***** EXERCISE MATERIALS

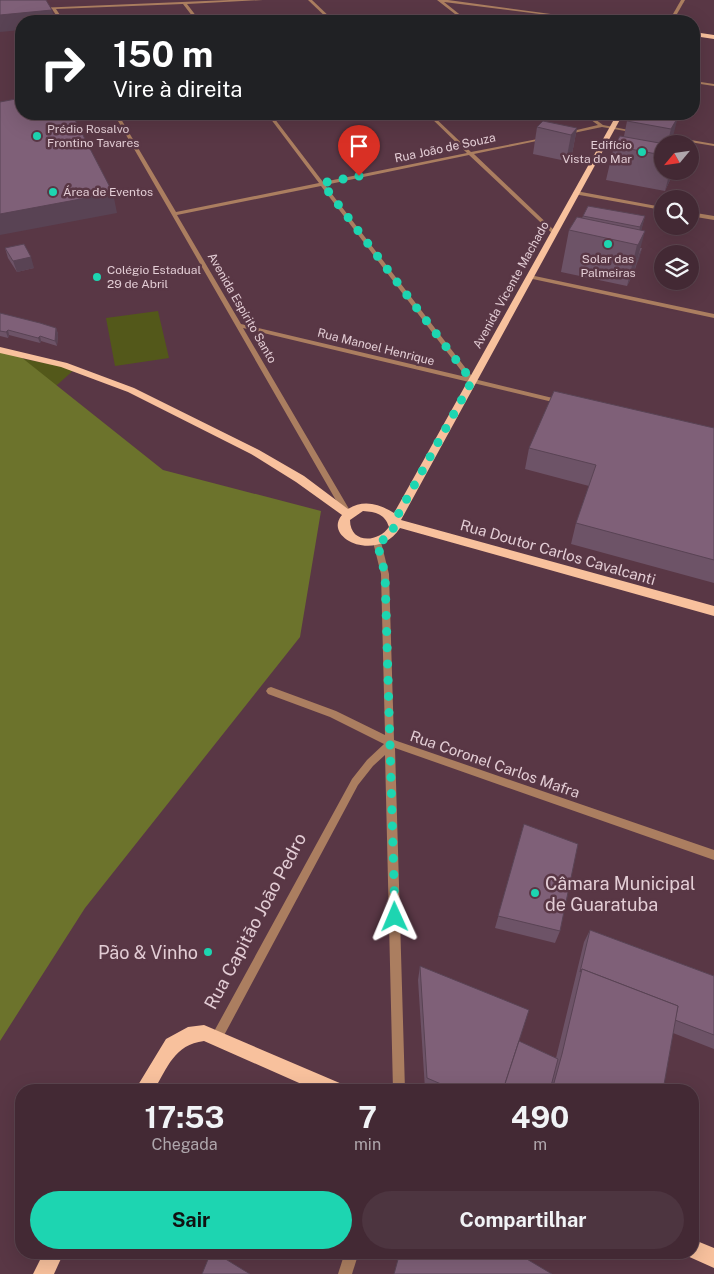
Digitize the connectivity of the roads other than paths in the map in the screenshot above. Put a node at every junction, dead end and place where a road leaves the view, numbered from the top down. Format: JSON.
{"nodes":[{"id":1,"x":261,"y":0,"type":"edge"},
{"id":2,"x":310,"y":0,"type":"edge"},
{"id":3,"x":439,"y":0,"type":"edge"},
{"id":4,"x":683,"y":0,"type":"edge"},
{"id":5,"x":185,"y":4,"type":"junction"},
{"id":6,"x":36,"y":8,"type":"edge"},
{"id":7,"x":54,"y":8,"type":"junction"},
{"id":8,"x":58,"y":15,"type":"edge"},
{"id":9,"x":193,"y":15,"type":"edge"},
{"id":10,"x":326,"y":15,"type":"edge"},
{"id":11,"x":458,"y":15,"type":"edge"},
{"id":12,"x":549,"y":15,"type":"edge"},
{"id":13,"x":674,"y":15,"type":"edge"},
{"id":14,"x":700,"y":35,"type":"edge"},
{"id":15,"x":714,"y":36,"type":"edge"},
{"id":16,"x":700,"y":83,"type":"edge"},
{"id":17,"x":714,"y":85,"type":"edge"},
{"id":18,"x":119,"y":120,"type":"edge"},
{"id":19,"x":274,"y":120,"type":"edge"},
{"id":20,"x":435,"y":120,"type":"edge"},
{"id":21,"x":594,"y":120,"type":"edge"},
{"id":22,"x":617,"y":120,"type":"edge"},
{"id":23,"x":602,"y":126,"type":"junction"},
{"id":24,"x":612,"y":128,"type":"junction"},
{"id":25,"x":640,"y":132,"type":"edge"},
{"id":26,"x":699,"y":143,"type":"edge"},
{"id":27,"x":714,"y":145,"type":"edge"},
{"id":28,"x":470,"y":153,"type":"junction"},
{"id":29,"x":322,"y":183,"type":"junction"},
{"id":30,"x":576,"y":193,"type":"junction"},
{"id":31,"x":654,"y":208,"type":"edge"},
{"id":32,"x":174,"y":214,"type":"junction"},
{"id":33,"x":699,"y":216,"type":"edge"},
{"id":34,"x":714,"y":218,"type":"edge"},
{"id":35,"x":554,"y":233,"type":"junction"},
{"id":36,"x":530,"y":277,"type":"junction"},
{"id":37,"x":714,"y":316,"type":"edge"},
{"id":38,"x":238,"y":325,"type":"junction"},
{"id":39,"x":0,"y":350,"type":"edge"},
{"id":40,"x":472,"y":381,"type":"junction"},
{"id":41,"x":569,"y":404,"type":"edge"},
{"id":42,"x":348,"y":514,"type":"junction"},
{"id":43,"x":394,"y":522,"type":"junction"},
{"id":44,"x":377,"y":542,"type":"junction"},
{"id":45,"x":714,"y":611,"type":"edge"},
{"id":46,"x":270,"y":691,"type":"dead end"},
{"id":47,"x":391,"y":744,"type":"junction"},
{"id":48,"x":714,"y":855,"type":"edge"},
{"id":49,"x":217,"y":1037,"type":"junction"},
{"id":50,"x":148,"y":1084,"type":"edge"},
{"id":51,"x":323,"y":1084,"type":"edge"},
{"id":52,"x":399,"y":1084,"type":"edge"},
{"id":53,"x":699,"y":1251,"type":"edge"},
{"id":54,"x":714,"y":1258,"type":"edge"},
{"id":55,"x":51,"y":1259,"type":"edge"},
{"id":56,"x":350,"y":1259,"type":"edge"},
{"id":57,"x":43,"y":1274,"type":"edge"},
{"id":58,"x":345,"y":1274,"type":"edge"}],
"edges":[{"from":1,"to":5,"type":"street"},
{"from":2,"to":10,"type":"street"},
{"from":3,"to":11,"type":"street"},
{"from":3,"to":12,"type":"street"},
{"from":4,"to":13,"type":"street"},
{"from":5,"to":7,"type":"street"},
{"from":5,"to":9,"type":"street"},
{"from":6,"to":7,"type":"street"},
{"from":7,"to":8,"type":"street"},
{"from":14,"to":15,"type":"main road"},
{"from":16,"to":17,"type":"street"},
{"from":18,"to":32,"type":"street","name":"Avenida Espírito Santo"},
{"from":19,"to":29,"type":"street"},
{"from":20,"to":28,"type":"street"},
{"from":21,"to":23,"type":"street"},
{"from":22,"to":24,"type":"main road","name":"Avenida Vicente Machado"},
{"from":23,"to":24,"type":"street"},
{"from":23,"to":28,"type":"street","name":"Rua João de Souza"},
{"from":24,"to":25,"type":"street"},
{"from":24,"to":30,"type":"main road","name":"Avenida Vicente Machado"},
{"from":26,"to":27,"type":"street"},
{"from":28,"to":29,"type":"street","name":"Rua João de Souza"},
{"from":28,"to":35,"type":"street"},
{"from":29,"to":32,"type":"street","name":"Rua João de Souza"},
{"from":29,"to":40,"type":"street"},
{"from":30,"to":31,"type":"street"},
{"from":30,"to":35,"type":"main road","name":"Avenida Vicente Machado"},
{"from":32,"to":38,"type":"street","name":"Avenida Espírito Santo"},
{"from":33,"to":34,"type":"street"},
{"from":35,"to":36,"type":"main road","name":"Avenida Vicente Machado"},
{"from":36,"to":37,"type":"street"},
{"from":36,"to":40,"type":"main road","name":"Avenida Vicente Machado"},
{"from":38,"to":40,"type":"street","name":"Rua Manoel Henrique"},
{"from":38,"to":42,"type":"street","name":"Avenida Espírito Santo"},
{"from":39,"to":42,"type":"main road"},
{"from":40,"to":41,"type":"street","name":"Rua Manoel Henrique"},
{"from":40,"to":43,"type":"main road","name":"Avenida Vicente Machado"},
{"from":42,"to":43,"type":"main road"},
{"from":42,"to":44,"type":"main road"},
{"from":43,"to":44,"type":"main road"},
{"from":43,"to":45,"type":"main road","name":"Rua Doutor Carlos Cavalcanti"},
{"from":44,"to":47,"type":"street"},
{"from":46,"to":47,"type":"street","name":"Rua Coronel Carlos Mafra"},
{"from":47,"to":48,"type":"street","name":"Rua Coronel Carlos Mafra"},
{"from":47,"to":49,"type":"street","name":"Rua Capitão João Pedro"},
{"from":47,"to":52,"type":"street"},
{"from":49,"to":50,"type":"main road"},
{"from":49,"to":51,"type":"main road"},
{"from":53,"to":54,"type":"main road"},
{"from":55,"to":57,"type":"main road"},
{"from":56,"to":58,"type":"street"}]}
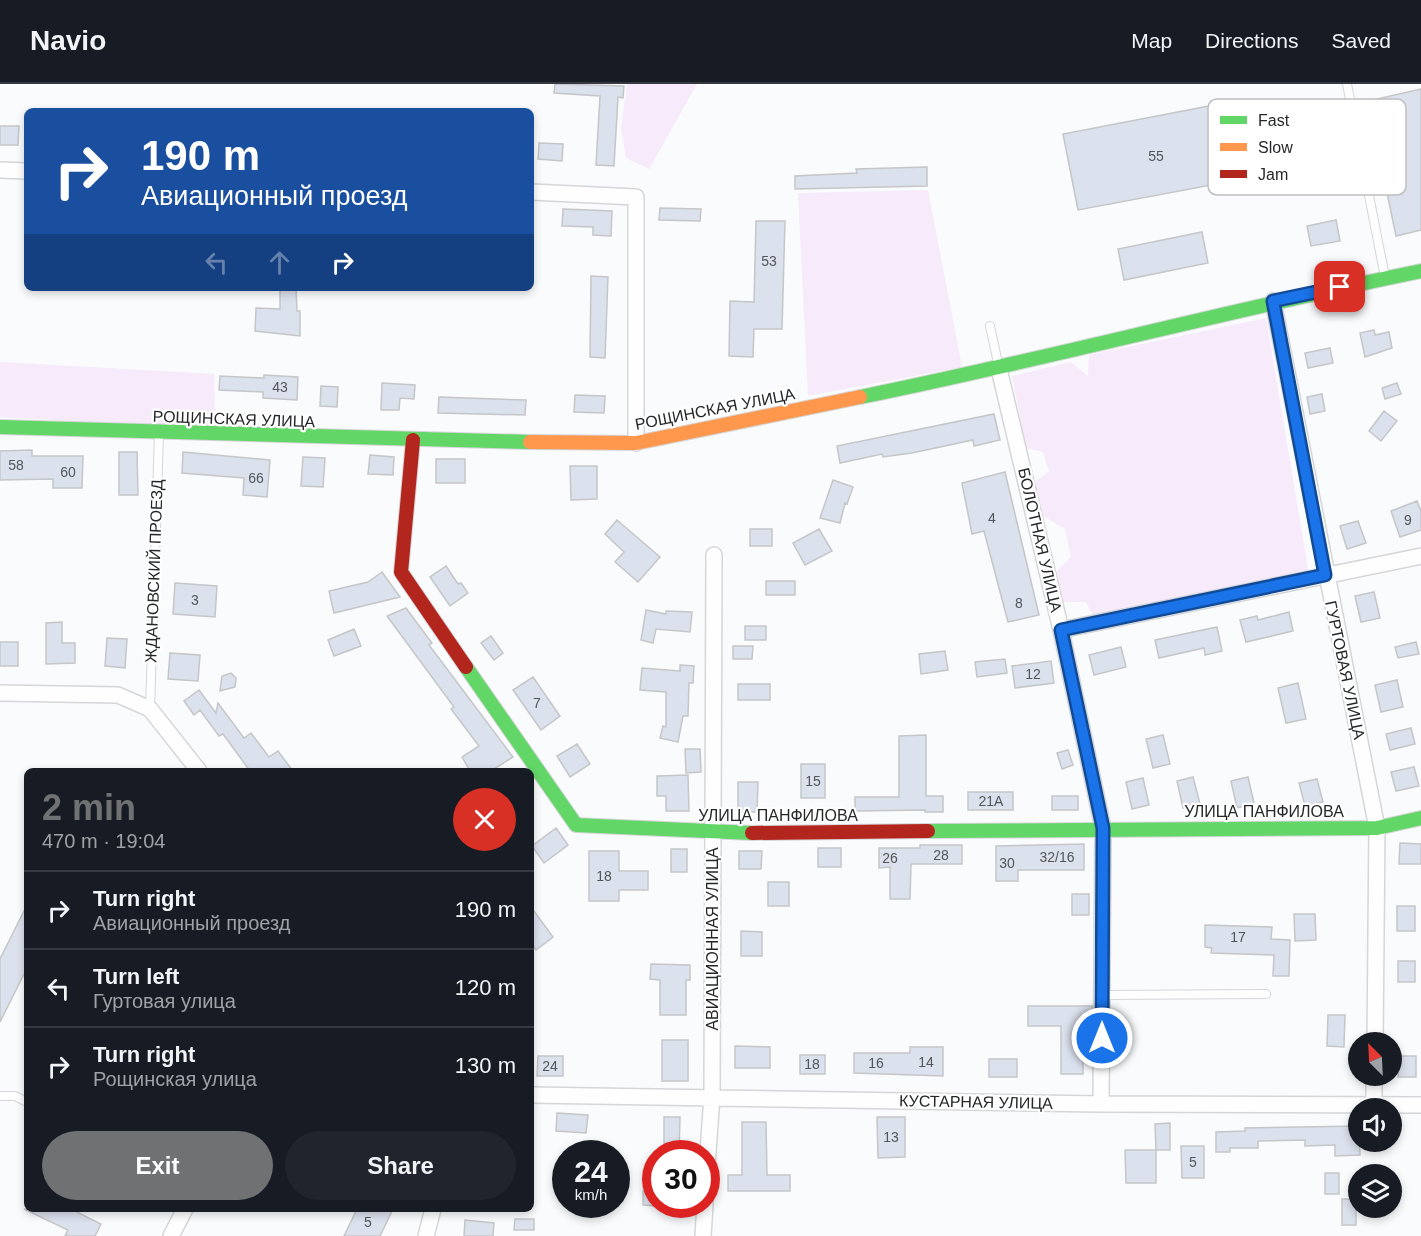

**********

### [PROBLEM DETAILS]
Apart from the pictures, repeat every entry exactly.

### [WRITTEN SOLUTION]
Digitize the connectivity of the roads other than paths in the map in the screenshot above. Put a node at every junction, dead end and place where a road leaves the view, numbered from the top down. Format: JSON.
{"nodes":[{"id":1,"x":261,"y":0,"type":"edge"},
{"id":2,"x":310,"y":0,"type":"edge"},
{"id":3,"x":439,"y":0,"type":"edge"},
{"id":4,"x":683,"y":0,"type":"edge"},
{"id":5,"x":185,"y":4,"type":"junction"},
{"id":6,"x":36,"y":8,"type":"edge"},
{"id":7,"x":54,"y":8,"type":"junction"},
{"id":8,"x":58,"y":15,"type":"edge"},
{"id":9,"x":193,"y":15,"type":"edge"},
{"id":10,"x":326,"y":15,"type":"edge"},
{"id":11,"x":458,"y":15,"type":"edge"},
{"id":12,"x":549,"y":15,"type":"edge"},
{"id":13,"x":674,"y":15,"type":"edge"},
{"id":14,"x":700,"y":35,"type":"edge"},
{"id":15,"x":714,"y":36,"type":"edge"},
{"id":16,"x":700,"y":83,"type":"edge"},
{"id":17,"x":714,"y":85,"type":"edge"},
{"id":18,"x":119,"y":120,"type":"edge"},
{"id":19,"x":274,"y":120,"type":"edge"},
{"id":20,"x":435,"y":120,"type":"edge"},
{"id":21,"x":594,"y":120,"type":"edge"},
{"id":22,"x":617,"y":120,"type":"edge"},
{"id":23,"x":602,"y":126,"type":"junction"},
{"id":24,"x":612,"y":128,"type":"junction"},
{"id":25,"x":640,"y":132,"type":"edge"},
{"id":26,"x":699,"y":143,"type":"edge"},
{"id":27,"x":714,"y":145,"type":"edge"},
{"id":28,"x":470,"y":153,"type":"junction"},
{"id":29,"x":322,"y":183,"type":"junction"},
{"id":30,"x":576,"y":193,"type":"junction"},
{"id":31,"x":654,"y":208,"type":"edge"},
{"id":32,"x":174,"y":214,"type":"junction"},
{"id":33,"x":699,"y":216,"type":"edge"},
{"id":34,"x":714,"y":218,"type":"edge"},
{"id":35,"x":554,"y":233,"type":"junction"},
{"id":36,"x":530,"y":277,"type":"junction"},
{"id":37,"x":714,"y":316,"type":"edge"},
{"id":38,"x":238,"y":325,"type":"junction"},
{"id":39,"x":0,"y":350,"type":"edge"},
{"id":40,"x":472,"y":381,"type":"junction"},
{"id":41,"x":569,"y":404,"type":"edge"},
{"id":42,"x":348,"y":514,"type":"junction"},
{"id":43,"x":394,"y":522,"type":"junction"},
{"id":44,"x":377,"y":542,"type":"junction"},
{"id":45,"x":714,"y":611,"type":"edge"},
{"id":46,"x":270,"y":691,"type":"dead end"},
{"id":47,"x":391,"y":744,"type":"junction"},
{"id":48,"x":714,"y":855,"type":"edge"},
{"id":49,"x":217,"y":1037,"type":"junction"},
{"id":50,"x":148,"y":1084,"type":"edge"},
{"id":51,"x":323,"y":1084,"type":"edge"},
{"id":52,"x":399,"y":1084,"type":"edge"},
{"id":53,"x":699,"y":1251,"type":"edge"},
{"id":54,"x":714,"y":1258,"type":"edge"},
{"id":55,"x":51,"y":1259,"type":"edge"},
{"id":56,"x":350,"y":1259,"type":"edge"},
{"id":57,"x":43,"y":1274,"type":"edge"},
{"id":58,"x":345,"y":1274,"type":"edge"}],
"edges":[{"from":1,"to":5,"type":"street"},
{"from":2,"to":10,"type":"street"},
{"from":3,"to":11,"type":"street"},
{"from":3,"to":12,"type":"street"},
{"from":4,"to":13,"type":"street"},
{"from":5,"to":7,"type":"street"},
{"from":5,"to":9,"type":"street"},
{"from":6,"to":7,"type":"street"},
{"from":7,"to":8,"type":"street"},
{"from":14,"to":15,"type":"main road"},
{"from":16,"to":17,"type":"street"},
{"from":18,"to":32,"type":"street","name":"Avenida Espírito Santo"},
{"from":19,"to":29,"type":"street"},
{"from":20,"to":28,"type":"street"},
{"from":21,"to":23,"type":"street"},
{"from":22,"to":24,"type":"main road","name":"Avenida Vicente Machado"},
{"from":23,"to":24,"type":"street"},
{"from":23,"to":28,"type":"street","name":"Rua João de Souza"},
{"from":24,"to":25,"type":"street"},
{"from":24,"to":30,"type":"main road","name":"Avenida Vicente Machado"},
{"from":26,"to":27,"type":"street"},
{"from":28,"to":29,"type":"street","name":"Rua João de Souza"},
{"from":28,"to":35,"type":"street"},
{"from":29,"to":32,"type":"street","name":"Rua João de Souza"},
{"from":29,"to":40,"type":"street"},
{"from":30,"to":31,"type":"street"},
{"from":30,"to":35,"type":"main road","name":"Avenida Vicente Machado"},
{"from":32,"to":38,"type":"street","name":"Avenida Espírito Santo"},
{"from":33,"to":34,"type":"street"},
{"from":35,"to":36,"type":"main road","name":"Avenida Vicente Machado"},
{"from":36,"to":37,"type":"street"},
{"from":36,"to":40,"type":"main road","name":"Avenida Vicente Machado"},
{"from":38,"to":40,"type":"street","name":"Rua Manoel Henrique"},
{"from":38,"to":42,"type":"street","name":"Avenida Espírito Santo"},
{"from":39,"to":42,"type":"main road"},
{"from":40,"to":41,"type":"street","name":"Rua Manoel Henrique"},
{"from":40,"to":43,"type":"main road","name":"Avenida Vicente Machado"},
{"from":42,"to":43,"type":"main road"},
{"from":42,"to":44,"type":"main road"},
{"from":43,"to":44,"type":"main road"},
{"from":43,"to":45,"type":"main road","name":"Rua Doutor Carlos Cavalcanti"},
{"from":44,"to":47,"type":"street"},
{"from":46,"to":47,"type":"street","name":"Rua Coronel Carlos Mafra"},
{"from":47,"to":48,"type":"street","name":"Rua Coronel Carlos Mafra"},
{"from":47,"to":49,"type":"street","name":"Rua Capitão João Pedro"},
{"from":47,"to":52,"type":"street"},
{"from":49,"to":50,"type":"main road"},
{"from":49,"to":51,"type":"main road"},
{"from":53,"to":54,"type":"main road"},
{"from":55,"to":57,"type":"main road"},
{"from":56,"to":58,"type":"street"}]}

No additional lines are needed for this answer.